▸ EXERCISE MATERIALS
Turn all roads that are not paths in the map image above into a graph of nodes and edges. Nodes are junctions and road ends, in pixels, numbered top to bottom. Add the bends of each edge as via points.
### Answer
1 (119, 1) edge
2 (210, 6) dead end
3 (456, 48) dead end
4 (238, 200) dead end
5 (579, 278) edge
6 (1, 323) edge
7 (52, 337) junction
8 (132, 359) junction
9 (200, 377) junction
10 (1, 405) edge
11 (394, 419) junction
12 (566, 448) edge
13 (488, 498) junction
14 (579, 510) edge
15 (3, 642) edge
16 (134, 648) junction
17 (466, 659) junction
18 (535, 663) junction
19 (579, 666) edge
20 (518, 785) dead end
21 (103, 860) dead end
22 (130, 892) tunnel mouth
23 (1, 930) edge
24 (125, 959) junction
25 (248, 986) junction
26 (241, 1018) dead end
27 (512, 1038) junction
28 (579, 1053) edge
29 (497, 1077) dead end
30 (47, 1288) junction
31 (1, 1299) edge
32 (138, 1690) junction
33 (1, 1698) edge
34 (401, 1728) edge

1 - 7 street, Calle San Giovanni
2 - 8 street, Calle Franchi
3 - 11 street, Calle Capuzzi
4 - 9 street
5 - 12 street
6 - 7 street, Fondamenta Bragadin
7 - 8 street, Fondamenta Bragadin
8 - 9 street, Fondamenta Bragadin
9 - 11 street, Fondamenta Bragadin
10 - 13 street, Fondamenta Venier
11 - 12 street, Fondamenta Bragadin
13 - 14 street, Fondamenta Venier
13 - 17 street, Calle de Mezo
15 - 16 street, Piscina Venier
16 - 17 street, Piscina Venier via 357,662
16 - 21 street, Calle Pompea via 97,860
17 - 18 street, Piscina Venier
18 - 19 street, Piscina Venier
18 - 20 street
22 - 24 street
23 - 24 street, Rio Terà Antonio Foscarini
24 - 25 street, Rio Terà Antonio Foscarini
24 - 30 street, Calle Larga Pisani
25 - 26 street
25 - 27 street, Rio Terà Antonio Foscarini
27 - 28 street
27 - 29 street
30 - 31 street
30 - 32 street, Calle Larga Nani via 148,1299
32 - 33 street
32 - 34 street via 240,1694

▸ PROBLEM TO WORK ON
Lines above that include the string "Piscina" need to be copied.

▸ RESPONSE AREA
15 - 16 street, Piscina Venier
16 - 17 street, Piscina Venier via 357,662
17 - 18 street, Piscina Venier
18 - 19 street, Piscina Venier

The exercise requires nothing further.